*TASK OBJECTIVE*: Write the records out again exactly as they read, dropping any picture they hold.

Items from a data source

= = = = =

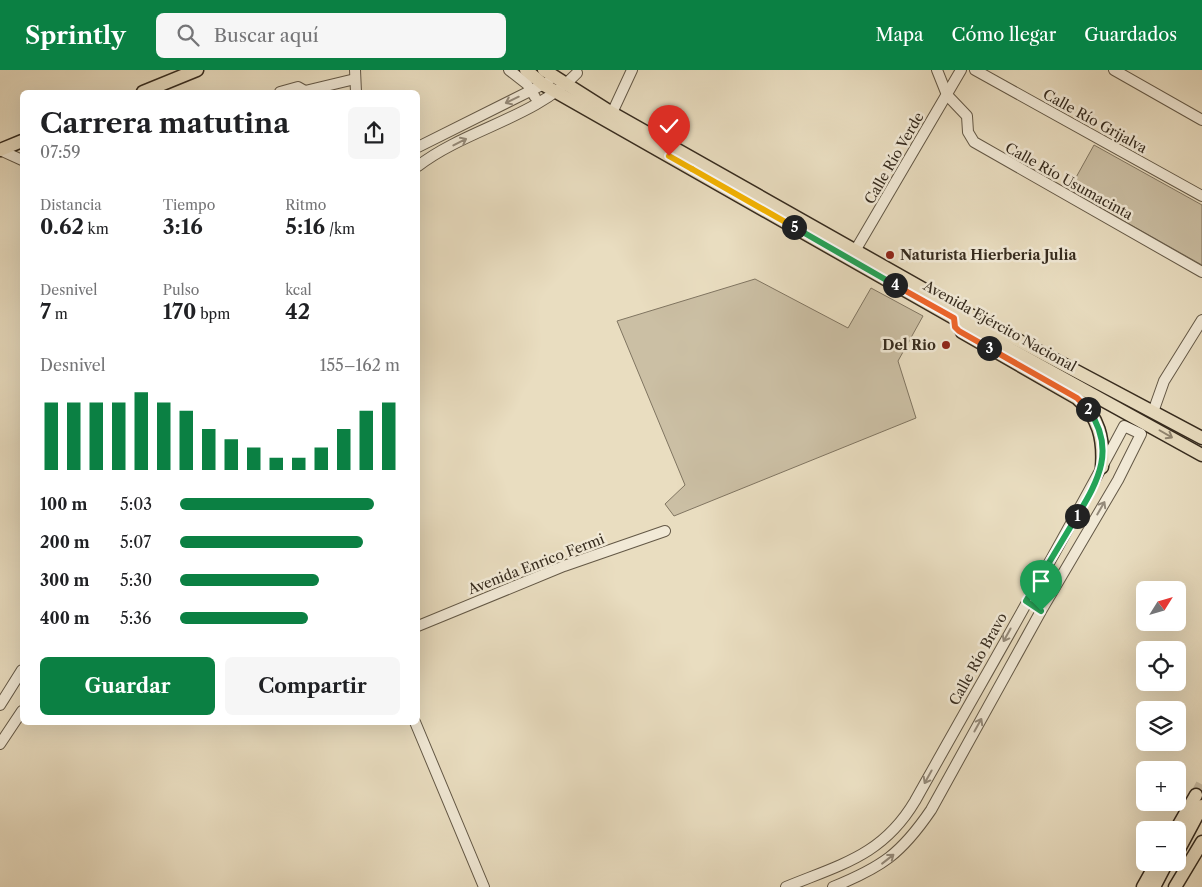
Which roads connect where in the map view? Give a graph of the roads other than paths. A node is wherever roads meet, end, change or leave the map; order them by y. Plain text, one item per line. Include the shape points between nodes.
1 (197, 70) edge
2 (509, 70) edge
3 (526, 70) edge
4 (544, 70) edge
5 (632, 70) edge
6 (937, 70) edge
7 (961, 70) edge
8 (975, 70) edge
9 (1114, 70) edge
10 (581, 71) edge
11 (355, 74) edge
12 (555, 85) junction
13 (148, 90) edge
14 (286, 90) edge
15 (303, 90) edge
16 (311, 90) edge
17 (356, 90) edge
18 (531, 91) junction
19 (947, 95) junction
20 (538, 102) junction
21 (612, 113) junction
22 (1202, 120) edge
23 (20, 142) edge
24 (420, 146) edge
25 (0, 150) edge
26 (20, 159) edge
27 (420, 165) edge
28 (1202, 196) edge
29 (853, 255) junction
30 (1202, 272) edge
31 (954, 318) junction
32 (1202, 320) edge
33 (1056, 375) junction
34 (1159, 391) junction
35 (1139, 404) junction
36 (1153, 412) junction
37 (1202, 438) edge
38 (1202, 455) edge
39 (1102, 468) junction
40 (665, 531) dead end
41 (1060, 544) junction
42 (1075, 552) junction
43 (1026, 601) junction
44 (1041, 611) junction
45 (420, 625) edge
46 (20, 673) edge
47 (0, 706) edge
48 (20, 714) edge
49 (416, 725) edge
50 (0, 744) edge
51 (1199, 800) edge
52 (1183, 821) edge
53 (1202, 822) edge
54 (1186, 832) edge
55 (1197, 841) edge
56 (1198, 855) edge
57 (1152, 871) edge
58 (1162, 871) edge
59 (484, 887) edge
60 (786, 887) edge
61 (833, 887) edge
62 (1143, 887) edge
63 (1154, 887) edge
64 (1175, 887) edge
65 (1184, 887) edge

1 - 13 main road
2 - 18 street
3 - 12 main road, Avenida Ejército Nacional
4 - 12 main road, Avenida Ejército Nacional
5 - 21 street
6 - 19 street
7 - 19 street, Calle Río Verde
8 - 28 street, Calle Río Grijalva
9 - 22 street
10 - 12 street
11 - 16 street
11 - 17 street
12 - 18 street
12 - 20 street
12 - 21 main road, Avenida Ejército Nacional
12 - 29 main road, Avenida Ejército Nacional
14 - 15 street via 298,86
18 - 20 street
18 -> 24 street
19 - 29 street, Calle Río Verde
19 - 30 street, Calle Río Usumacinta via 967,116 970,138 979,146
27 -> 20 street
21 - 29 main road, Avenida Ejército Nacional
23 - 25 main road
25 - 26 street
29 - 31 main road, Avenida Ejército Nacional
29 - 35 main road, Avenida Ejército Nacional
31 - 33 main road, Avenida Ejército Nacional
31 - 39 main road via 959,331 1085,404 1100,430
32 - 34 street
33 - 36 main road via 1093,388 1146,414
33 -> 38 main road, Avenida Ejército Nacional
34 - 35 street
34 - 36 street
35 - 36 main road, Avenida Ejército Nacional
36 - 37 main road, Avenida Ejército Nacional
39 - 41 street, Calle Río Bravo
42 -> 39 street, Calle Río Bravo via 1141,434 1124,426
40 - 45 street, Avenida Enrico Fermi via 564,566
41 - 42 street
41 - 43 street, Calle Río Bravo
42 - 44 street, Calle Río Bravo
43 - 44 street
43 -> 60 street, Calle Río Bravo via 898,826 868,853
61 -> 44 street, Calle Río Bravo via 869,872 909,841 931,810
46 - 47 street
48 - 50 street
49 - 59 street
51 - 52 main road
51 - 54 main road
53 - 55 main road
55 - 56 main road
56 - 64 main road
56 - 65 main road
57 - 62 main road
58 - 63 main road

= = = = =

*EXERCISE RESPONSE*:
Which roads connect where in the map view? Give a graph of the roads other than paths. A node is wherever roads meet, end, change or leave the map; order them by y. Plain text, one item per line. Include the shape points between nodes.
1 (197, 70) edge
2 (509, 70) edge
3 (526, 70) edge
4 (544, 70) edge
5 (632, 70) edge
6 (937, 70) edge
7 (961, 70) edge
8 (975, 70) edge
9 (1114, 70) edge
10 (581, 71) edge
11 (355, 74) edge
12 (555, 85) junction
13 (148, 90) edge
14 (286, 90) edge
15 (303, 90) edge
16 (311, 90) edge
17 (356, 90) edge
18 (531, 91) junction
19 (947, 95) junction
20 (538, 102) junction
21 (612, 113) junction
22 (1202, 120) edge
23 (20, 142) edge
24 (420, 146) edge
25 (0, 150) edge
26 (20, 159) edge
27 (420, 165) edge
28 (1202, 196) edge
29 (853, 255) junction
30 (1202, 272) edge
31 (954, 318) junction
32 (1202, 320) edge
33 (1056, 375) junction
34 (1159, 391) junction
35 (1139, 404) junction
36 (1153, 412) junction
37 (1202, 438) edge
38 (1202, 455) edge
39 (1102, 468) junction
40 (665, 531) dead end
41 (1060, 544) junction
42 (1075, 552) junction
43 (1026, 601) junction
44 (1041, 611) junction
45 (420, 625) edge
46 (20, 673) edge
47 (0, 706) edge
48 (20, 714) edge
49 (416, 725) edge
50 (0, 744) edge
51 (1199, 800) edge
52 (1183, 821) edge
53 (1202, 822) edge
54 (1186, 832) edge
55 (1197, 841) edge
56 (1198, 855) edge
57 (1152, 871) edge
58 (1162, 871) edge
59 (484, 887) edge
60 (786, 887) edge
61 (833, 887) edge
62 (1143, 887) edge
63 (1154, 887) edge
64 (1175, 887) edge
65 (1184, 887) edge

1 - 13 main road
2 - 18 street
3 - 12 main road, Avenida Ejército Nacional
4 - 12 main road, Avenida Ejército Nacional
5 - 21 street
6 - 19 street
7 - 19 street, Calle Río Verde
8 - 28 street, Calle Río Grijalva
9 - 22 street
10 - 12 street
11 - 16 street
11 - 17 street
12 - 18 street
12 - 20 street
12 - 21 main road, Avenida Ejército Nacional
12 - 29 main road, Avenida Ejército Nacional
14 - 15 street via 298,86
18 - 20 street
18 -> 24 street
19 - 29 street, Calle Río Verde
19 - 30 street, Calle Río Usumacinta via 967,116 970,138 979,146
27 -> 20 street
21 - 29 main road, Avenida Ejército Nacional
23 - 25 main road
25 - 26 street
29 - 31 main road, Avenida Ejército Nacional
29 - 35 main road, Avenida Ejército Nacional
31 - 33 main road, Avenida Ejército Nacional
31 - 39 main road via 959,331 1085,404 1100,430
32 - 34 street
33 - 36 main road via 1093,388 1146,414
33 -> 38 main road, Avenida Ejército Nacional
34 - 35 street
34 - 36 street
35 - 36 main road, Avenida Ejército Nacional
36 - 37 main road, Avenida Ejército Nacional
39 - 41 street, Calle Río Bravo
42 -> 39 street, Calle Río Bravo via 1141,434 1124,426
40 - 45 street, Avenida Enrico Fermi via 564,566
41 - 42 street
41 - 43 street, Calle Río Bravo
42 - 44 street, Calle Río Bravo
43 - 44 street
43 -> 60 street, Calle Río Bravo via 898,826 868,853
61 -> 44 street, Calle Río Bravo via 869,872 909,841 931,810
46 - 47 street
48 - 50 street
49 - 59 street
51 - 52 main road
51 - 54 main road
53 - 55 main road
55 - 56 main road
56 - 64 main road
56 - 65 main road
57 - 62 main road
58 - 63 main road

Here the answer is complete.